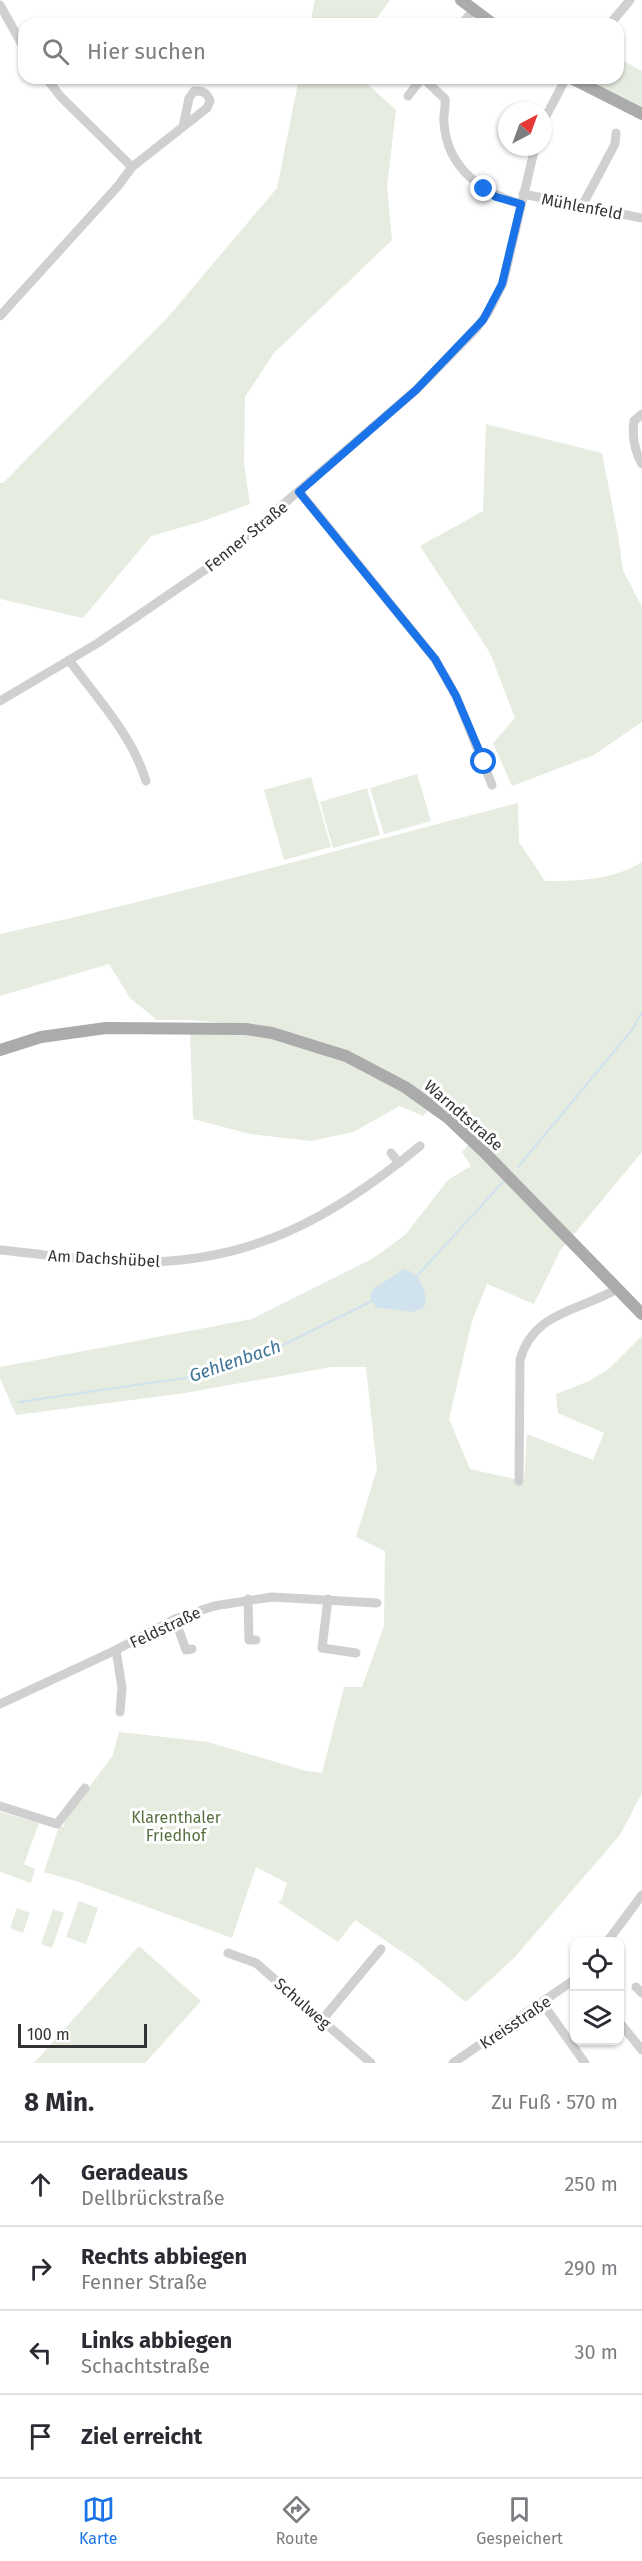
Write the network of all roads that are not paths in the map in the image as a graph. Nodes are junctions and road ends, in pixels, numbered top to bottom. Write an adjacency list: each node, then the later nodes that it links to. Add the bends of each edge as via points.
1 (461, 0): 6 (main road)
2 (630, 0): 7 (street)
3 (0, 5): 8 (street)
4 (470, 14): 5 (street)
5 (467, 18)
6 (485, 18)
7 (615, 18)
8 (18, 37)
9 (51, 84): 20 (street)
10 (417, 84): 14 (street)
11 (429, 84): 21 (street, Mühlenfeld, via 446,99 446,136 454,157 468,176 496,197)
12 (563, 84): 15 (street)
13 (583, 84): 16 (main road)
14 (408, 96)
15 (552, 105)
16 (642, 114)
17 (183, 127): 20 (street)
18 (616, 133): 22 (street, via 615,144)
19 (534, 156): 21 (street, Fenner Straße)
20 (132, 167): 24 (street)
21 (522, 199): 22 (street, Mühlenfeld); 27 (street, Fenner Straße, via 502,284 483,320 416,390)
22 (582, 206): 23 (street, Mühlenfeld)
23 (641, 215)
24 (0, 316)
25 (642, 414): 26 (street, via 634,421 633,433)
26 (642, 464)
27 (299, 492): 28 (street, Fenner Straße, via 215,563); 31 (street, via 435,659 456,696)
28 (69, 660): 29 (street, Fenner Straße); 30 (street, via 127,738)
29 (0, 701)
30 (146, 781)
31 (492, 785)
32 (0, 1050): 37 (main road, Warndtstraße, via 41,1036 106,1028 246,1029 346,1056 405,1087 447,1117)
33 (420, 1146): 35 (street, Am Dachshübel)
34 (392, 1153): 35 (street)
35 (399, 1163): 36 (street, Am Dachshübel, via 345,1203 314,1220 238,1251 169,1262 130,1262)
36 (0, 1250)
37 (617, 1289): 38 (main road, Warndtstraße); 39 (street, via 550,1319 530,1335 523,1347)
38 (642, 1314)
39 (519, 1481)
40 (248, 1599): 41 (street, Feldstraße); 43 (street, Feldstraße); 44 (street, via 249,1640)
41 (328, 1599): 42 (street, Feldstraße); 47 (street, via 322,1648)
42 (377, 1603)
43 (175, 1619): 45 (street, via 186,1650); 46 (street, Feldstraße)
44 (256, 1640)
45 (192, 1649)
46 (116, 1650): 48 (street, Feldstraße); 49 (street, via 122,1688)
47 (356, 1653)
48 (0, 1704)
49 (120, 1712)
50 (85, 1788): 51 (street, via 57,1824)
51 (0, 1806)
52 (642, 1895): 53 (street)
53 (610, 1937)
54 (381, 1949): 58 (street)
55 (228, 1953): 58 (street, Schulweg, via 256,1963)
56 (570, 1983): 57 (street, Kreisstraße)
57 (543, 2004): 61 (street, Kreisstraße); 63 (street)
58 (322, 2020): 62 (street, Schulweg)
59 (624, 2029): 60 (street)
60 (642, 2050)
61 (455, 2062)
62 (371, 2063)
63 (585, 2063)

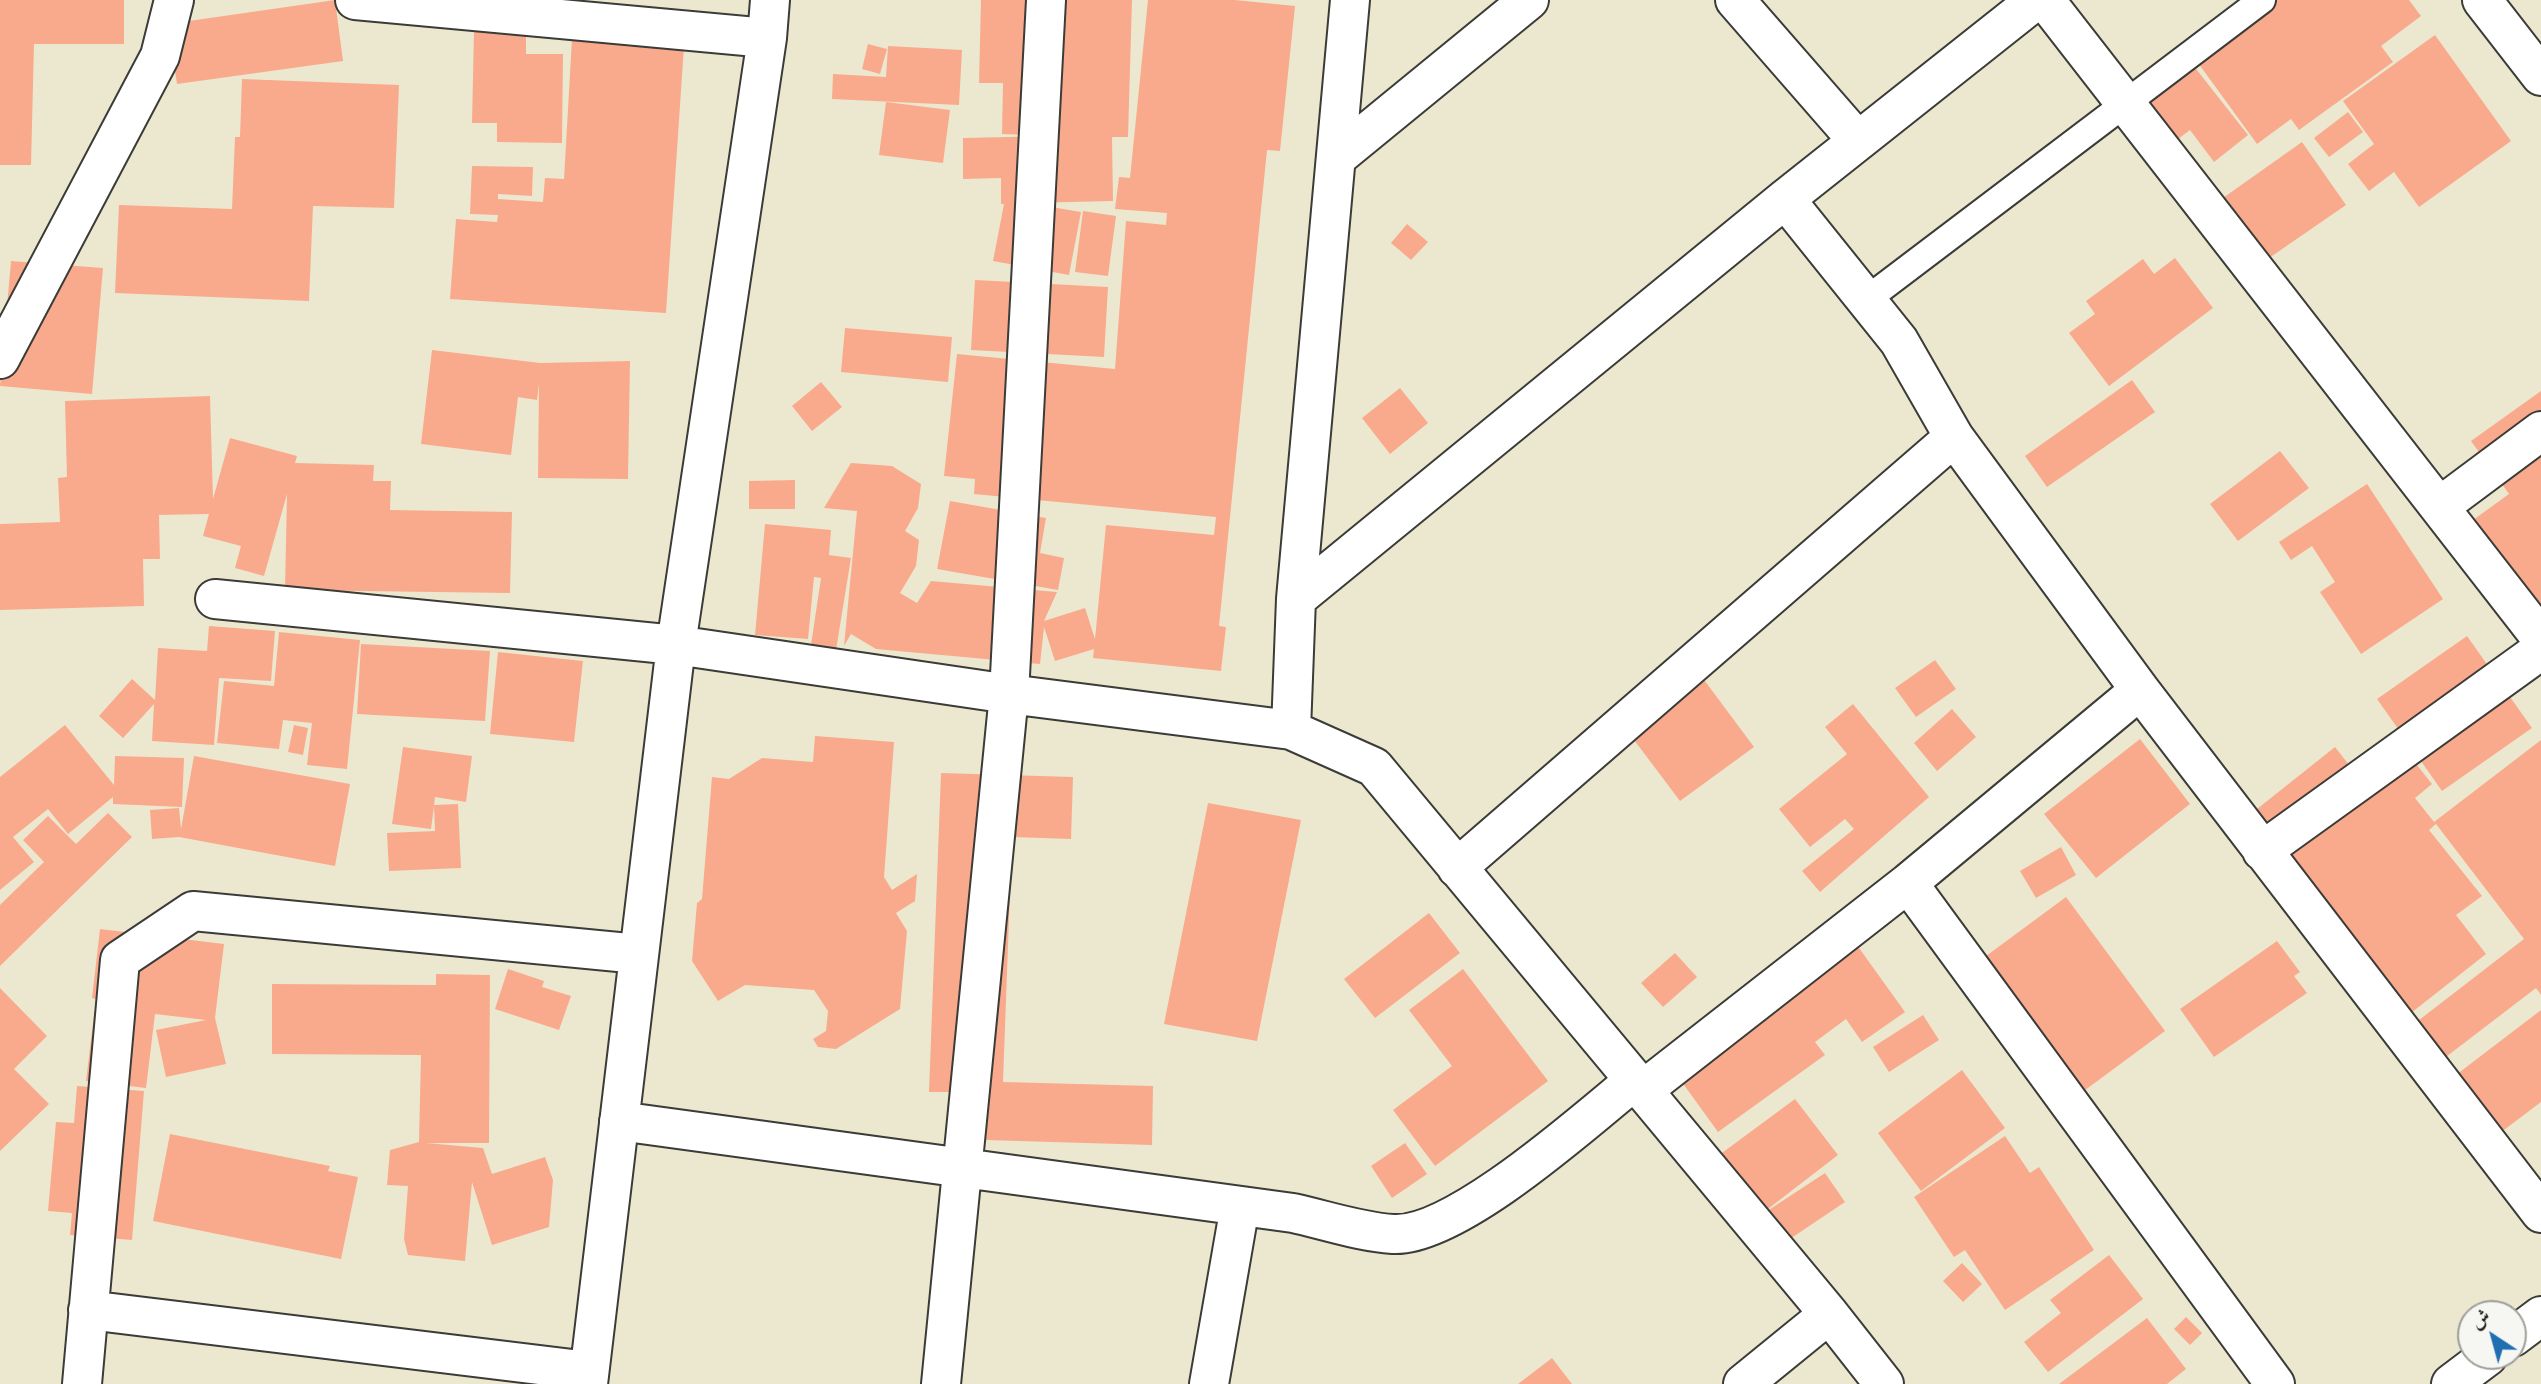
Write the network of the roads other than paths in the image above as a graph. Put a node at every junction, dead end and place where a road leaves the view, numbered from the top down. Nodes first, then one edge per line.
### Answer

### Problem to solve
The data must be reproduced exactly, and no picture may appear in the copy.

### Expected answer
Write the network of all roads that are not paths in the map in the image as a graph. Nodes are junctions and road ends, in pixels, numbered top to bottom. Write an adjacency list: each node, then the later nodes that it links to. Add the bends of each edge as via points.
1 (461, 0): 6 (main road)
2 (630, 0): 7 (street)
3 (0, 5): 8 (street)
4 (470, 14): 5 (street)
5 (467, 18)
6 (485, 18)
7 (615, 18)
8 (18, 37)
9 (51, 84): 20 (street)
10 (417, 84): 14 (street)
11 (429, 84): 21 (street, Mühlenfeld, via 446,99 446,136 454,157 468,176 496,197)
12 (563, 84): 15 (street)
13 (583, 84): 16 (main road)
14 (408, 96)
15 (552, 105)
16 (642, 114)
17 (183, 127): 20 (street)
18 (616, 133): 22 (street, via 615,144)
19 (534, 156): 21 (street, Fenner Straße)
20 (132, 167): 24 (street)
21 (522, 199): 22 (street, Mühlenfeld); 27 (street, Fenner Straße, via 502,284 483,320 416,390)
22 (582, 206): 23 (street, Mühlenfeld)
23 (641, 215)
24 (0, 316)
25 (642, 414): 26 (street, via 634,421 633,433)
26 (642, 464)
27 (299, 492): 28 (street, Fenner Straße, via 215,563); 31 (street, via 435,659 456,696)
28 (69, 660): 29 (street, Fenner Straße); 30 (street, via 127,738)
29 (0, 701)
30 (146, 781)
31 (492, 785)
32 (0, 1050): 37 (main road, Warndtstraße, via 41,1036 106,1028 246,1029 346,1056 405,1087 447,1117)
33 (420, 1146): 35 (street, Am Dachshübel)
34 (392, 1153): 35 (street)
35 (399, 1163): 36 (street, Am Dachshübel, via 345,1203 314,1220 238,1251 169,1262 130,1262)
36 (0, 1250)
37 (617, 1289): 38 (main road, Warndtstraße); 39 (street, via 550,1319 530,1335 523,1347)
38 (642, 1314)
39 (519, 1481)
40 (248, 1599): 41 (street, Feldstraße); 43 (street, Feldstraße); 44 (street, via 249,1640)
41 (328, 1599): 42 (street, Feldstraße); 47 (street, via 322,1648)
42 (377, 1603)
43 (175, 1619): 45 (street, via 186,1650); 46 (street, Feldstraße)
44 (256, 1640)
45 (192, 1649)
46 (116, 1650): 48 (street, Feldstraße); 49 (street, via 122,1688)
47 (356, 1653)
48 (0, 1704)
49 (120, 1712)
50 (85, 1788): 51 (street, via 57,1824)
51 (0, 1806)
52 (642, 1895): 53 (street)
53 (610, 1937)
54 (381, 1949): 58 (street)
55 (228, 1953): 58 (street, Schulweg, via 256,1963)
56 (570, 1983): 57 (street, Kreisstraße)
57 (543, 2004): 61 (street, Kreisstraße); 63 (street)
58 (322, 2020): 62 (street, Schulweg)
59 (624, 2029): 60 (street)
60 (642, 2050)
61 (455, 2062)
62 (371, 2063)
63 (585, 2063)

Write the network of the roads other than paths in the image above as a graph. Put a node at every junction, dead end and place where a road leaves the view, numbered from the top down. Nodes first, then one edge per line.
### Answer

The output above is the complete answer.